- Location of Eschersheim (red) and the Ortsbezirk Mitte-Nord (light red) within Frankfurt am Main
- Eschersheim Eschersheim
- Coordinates: 50°09′25″N 08°39′21″E﻿ / ﻿50.15694°N 8.65583°E
- Country: Germany
- State: Hesse
- Admin. region: Darmstadt
- District: Urban district
- City: Frankfurt am Main

Area
- • Total: 3.339 km^{2} (1.289 sq mi)

Population (2020-12-31)
- • Total: 15,323
- • Density: 4,600/km^{2} (12,000/sq mi)
- Time zone: UTC+01:00 (CET)
- • Summer (DST): UTC+02:00 (CEST)
- Postal codes: 60433, 60431
- Dialling codes: 069
- Vehicle registration: F
- Website: www.eschersheim.de

= Eschersheim =

Eschersheim (/de/) is a city district of Frankfurt am Main, Germany. It is part of the Ortsbezirk Mitte-Nord and is subdivided into the Stadtbezirke Eschersheim-Nord and Eschersheim-Süd.

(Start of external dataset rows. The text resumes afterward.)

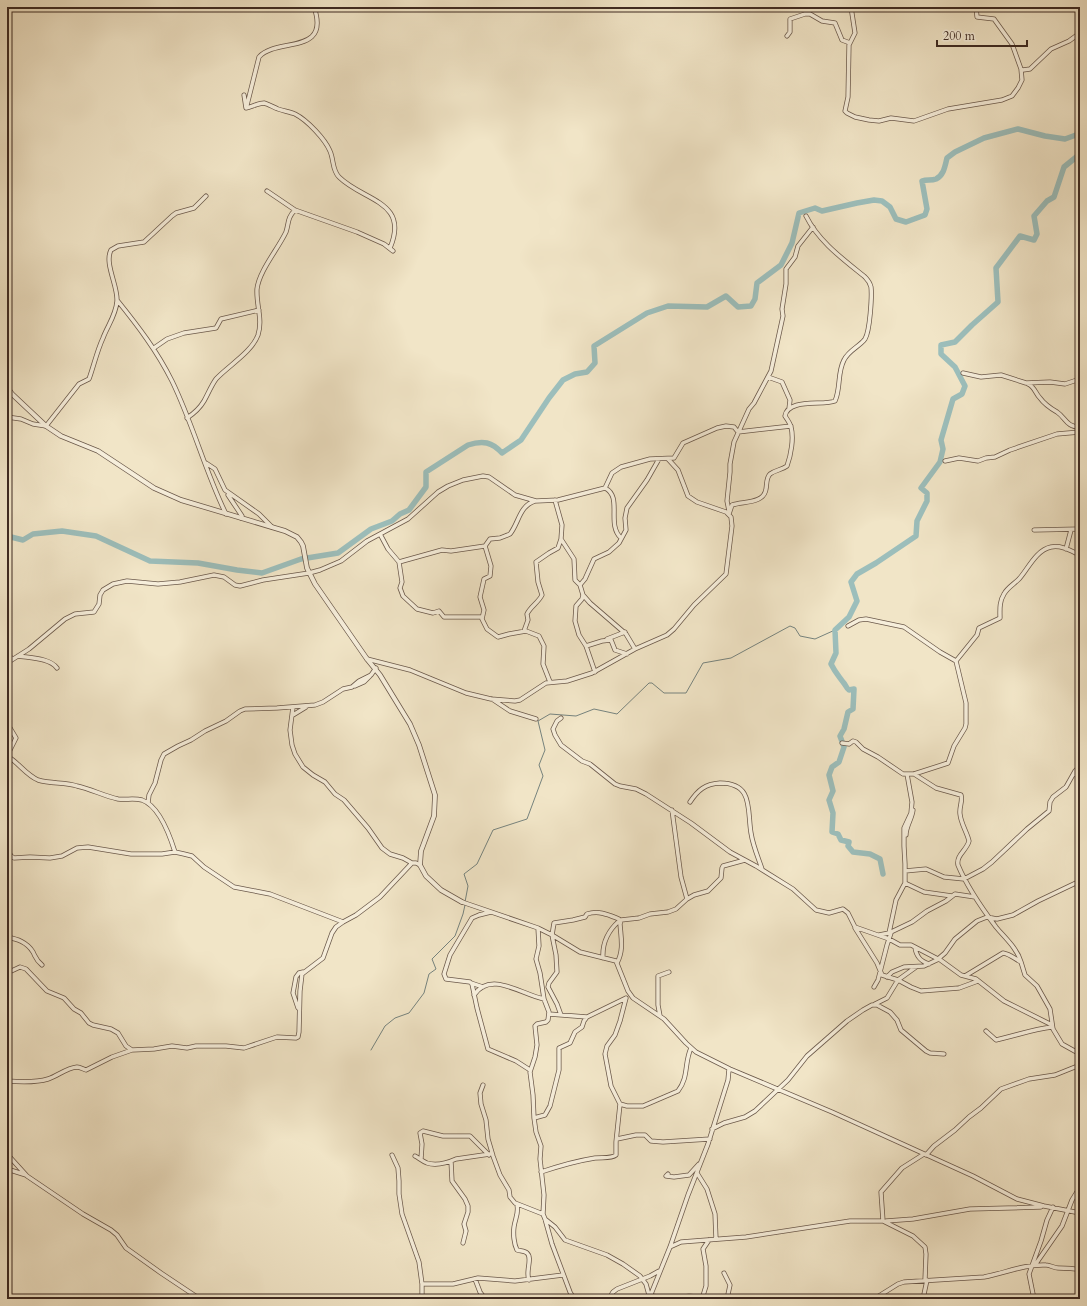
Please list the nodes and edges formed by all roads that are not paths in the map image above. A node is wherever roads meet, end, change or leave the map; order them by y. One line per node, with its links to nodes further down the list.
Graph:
1 (314, 7): 9 (street)
2 (851, 7): 6 (street)
3 (976, 7): 7 (street)
4 (1080, 33): 7 (street)
5 (787, 36): 6 (street)
6 (850, 43): 7 (street)
7 (1021, 69)
8 (244, 95): 9 (street)
9 (246, 108): 12 (street)
10 (268, 191): 12 (street)
11 (206, 196): 15 (street)
12 (295, 210): 16 (street)
13 (806, 216): 14 (street)
14 (813, 227): 19 (street); 23 (street)
15 (117, 300): 17 (street); 26 (street)
16 (259, 310): 17 (street); 25 (street)
17 (154, 348): 25 (street)
18 (963, 373): 21 (street)
19 (768, 377): 23 (street); 29 (street)
20 (1080, 379): 21 (street)
21 (1026, 383): 28 (street)
22 (7, 387): 26 (street)
23 (789, 409): 27 (street)
24 (7, 417): 26 (street)
25 (187, 418): 34 (street)
26 (46, 426): 40 (street)
27 (791, 426): 29 (street); 39 (street)
28 (1080, 427)
29 (738, 432): 32 (street); 39 (street)
30 (1080, 432): 33 (street)
31 (659, 459): 32 (street); 35 (street); 47 (street)
32 (668, 459): 39 (street)
33 (944, 461)
34 (206, 463): 36 (street); 40 (street)
35 (605, 488): 37 (street); 47 (street)
36 (225, 490): 41 (street); 42 (street)
37 (555, 500): 38 (street); 48 (street)
38 (536, 501): 46 (street); 49 (street)
39 (729, 513): 62 (street)
40 (226, 514): 41 (street)
41 (241, 518): 42 (street)
42 (273, 528): 53 (street)
43 (1080, 529): 45 (street)
44 (1034, 530): 45 (street)
45 (1071, 530): 50 (street)
46 (380, 534): 52 (street); 53 (street)
47 (621, 538): 54 (street)
48 (561, 539): 54 (street); 58 (street)
49 (485, 546): 52 (street); 56 (street)
50 (1066, 549): 51 (street); 68 (street)
51 (1080, 555)
52 (399, 562): 56 (street)
53 (309, 573): 65 (street); 67 (street)
54 (580, 585): 55 (street)
55 (583, 595): 59 (street); 61 (street)
56 (482, 617): 58 (street)
57 (848, 626): 68 (street)
58 (524, 631): 73 (street)
59 (625, 632): 60 (street); 62 (street)
60 (602, 641): 61 (street); 63 (street)
61 (586, 646): 72 (street)
62 (635, 649): 63 (street)
63 (627, 654): 72 (street)
64 (7, 655): 66 (street)
65 (18, 656): 66 (street); 70 (street)
66 (13, 659): 69 (street)
67 (367, 659): 71 (street); 74 (street)
68 (956, 661): 86 (street)
69 (7, 663)
70 (57, 668)
71 (376, 668): 75 (street); 96 (street)
72 (595, 672): 73 (street)
73 (550, 682): 74 (street)
74 (491, 699): 79 (street)
75 (315, 705): 76 (street); 77 (street)
76 (293, 707): 77 (street); 90 (street)
77 (293, 715): 95 (street)
78 (562, 718): 91 (street)
79 (536, 719)
80 (7, 723): 82 (street)
81 (842, 743): 85 (street)
82 (8, 756): 88 (street); 90 (street)
83 (1080, 766): 87 (street)
84 (1080, 770): 87 (street)
85 (907, 774): 86 (street); 98 (street)
86 (914, 774): 99 (street)
87 (1073, 776): 99 (street)
88 (7, 801)
89 (690, 802): 97 (street)
90 (148, 803): 93 (street)
91 (672, 810): 94 (street); 104 (street)
92 (7, 850): 93 (street)
93 (175, 852): 108 (street)
94 (745, 860): 97 (street); 104 (street)
95 (412, 863): 96 (street); 108 (street)
96 (420, 865): 105 (street)
97 (762, 870): 110 (street)
98 (906, 871): 99 (street); 101 (street)
99 (964, 879): 103 (street)
100 (1080, 881): 107 (street)
101 (905, 882): 102 (street); 112 (street)
102 (952, 896): 103 (street); 112 (street)
103 (975, 897): 107 (street)
104 (687, 899): 109 (street)
105 (462, 902): 106 (street)
106 (492, 912): 111 (street); 133 (street)
107 (989, 917): 119 (street); 120 (street)
108 (343, 922): 126 (street)
109 (620, 922): 113 (street); 118 (street); 121 (street)
110 (855, 927): 114 (street); 125 (street)
111 (538, 928): 113 (street); 139 (street)
112 (890, 933): 114 (street); 116 (street)
113 (552, 935): 118 (street); 143 (street)
114 (878, 935): 116 (street)
115 (7, 937): 123 (street)
116 (889, 939): 117 (street); 125 (street)
117 (915, 946): 119 (street); 122 (street)
118 (603, 958): 121 (street)
119 (938, 959): 122 (street); 129 (street)
120 (1021, 962): 129 (street); 146 (street)
121 (617, 963): 136 (street)
122 (930, 964): 124 (street)
123 (42, 965)
124 (916, 967): 130 (street); 131 (street)
125 (880, 970): 130 (street); 135 (street)
126 (304, 972): 141 (street); 141 (street)
127 (670, 972): 144 (street)
128 (7, 973): 149 (street)
129 (965, 976): 132 (street)
130 (887, 977): 131 (street)
131 (898, 980): 132 (street); 140 (street)
132 (978, 981): 146 (street)
133 (471, 983): 134 (street); 137 (street)
134 (483, 987): 137 (street); 139 (street)
135 (874, 987)
136 (630, 994): 138 (street); 144 (street)
137 (474, 996): 154 (street)
138 (626, 998): 145 (street); 158 (street)
139 (544, 999): 142 (street)
140 (875, 1004): 150 (street); 157 (street)
141 (299, 1010): 149 (street)
142 (549, 1014): 143 (street); 154 (street)
143 (561, 1016): 145 (street)
144 (660, 1016): 148 (street)
145 (587, 1018): 159 (street)
146 (1052, 1026): 147 (street); 151 (street)
147 (986, 1031)
148 (691, 1048): 153 (street); 158 (street)
149 (132, 1050): 155 (street)
150 (944, 1054)
151 (1080, 1054)
152 (1080, 1065): 166 (street)
153 (729, 1069): 157 (street); 160 (street)
154 (530, 1070): 159 (street)
155 (7, 1081)
156 (483, 1085): 164 (street)
157 (778, 1090): 160 (street); 166 (street)
158 (620, 1105): 161 (street)
159 (534, 1118): 172 (street)
160 (712, 1129): 162 (street)
161 (617, 1139): 162 (street); 172 (street)
162 (710, 1139): 170 (street)
163 (7, 1154): 175 (street)
164 (491, 1154): 168 (street); 169 (street); 177 (street)
165 (392, 1155): 200 (street)
166 (925, 1155): 178 (street); 184 (street)
167 (415, 1156): 168 (street)
168 (421, 1159): 169 (street)
169 (451, 1162): 189 (street)
170 (701, 1162): 173 (street); 174 (street)
171 (7, 1169): 175 (street)
172 (541, 1172): 182 (street)
173 (697, 1173): 185 (street); 186 (street)
174 (668, 1174)
175 (27, 1176): 202 (street)
176 (1080, 1187): 180 (street)
177 (517, 1205): 182 (street); 198 (street)
178 (1044, 1206): 179 (street); 184 (street)
179 (1053, 1208): 180 (street); 191 (street)
180 (1068, 1210): 181 (street); 191 (street)
181 (1080, 1213)
182 (543, 1214): 183 (street)
183 (546, 1218): 195 (street); 196 (street)
184 (884, 1221): 186 (street); 199 (street)
185 (674, 1236): 188 (street); 190 (street)
186 (716, 1239): 187 (street)
187 (709, 1240): 188 (street); 209 (street)
188 (681, 1242): 190 (street)
189 (463, 1244)
190 (670, 1247): 193 (street)
191 (1034, 1265): 192 (street); 199 (street); 213 (street)
192 (1080, 1270)
193 (660, 1271): 196 (street); 201 (street)
194 (724, 1273): 210 (street)
195 (563, 1275): 198 (street); 205 (street)
196 (641, 1278): 201 (street); 206 (street)
197 (475, 1279): 198 (street); 200 (street); 204 (street)
198 (528, 1280)
199 (926, 1280): 211 (street); 212 (street)
200 (422, 1284): 203 (street)
201 (649, 1297): 207 (street)
202 (200, 1299)
203 (422, 1299)
204 (485, 1299)
205 (574, 1299)
206 (604, 1299)
207 (666, 1299)
208 (676, 1299): 209 (street)
209 (701, 1299)
210 (727, 1299)
211 (874, 1299)
212 (924, 1299)
213 (1034, 1299)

Eschersheim, with a historical record beginning around 1000, is a district in the north of Frankfurt. It sits above the Nidda River and on the opposite bank from Heddernheim. The old part of Eschersheim, "Alt-Eschersheim", is situated between the railroad and the public swimming pool. The patronage was held since 1467 by the Benedictine monastery Seligenstadt. Ecclesiastical Middle Authority was the Archdeacon of the provost of St. Peter in Mainz.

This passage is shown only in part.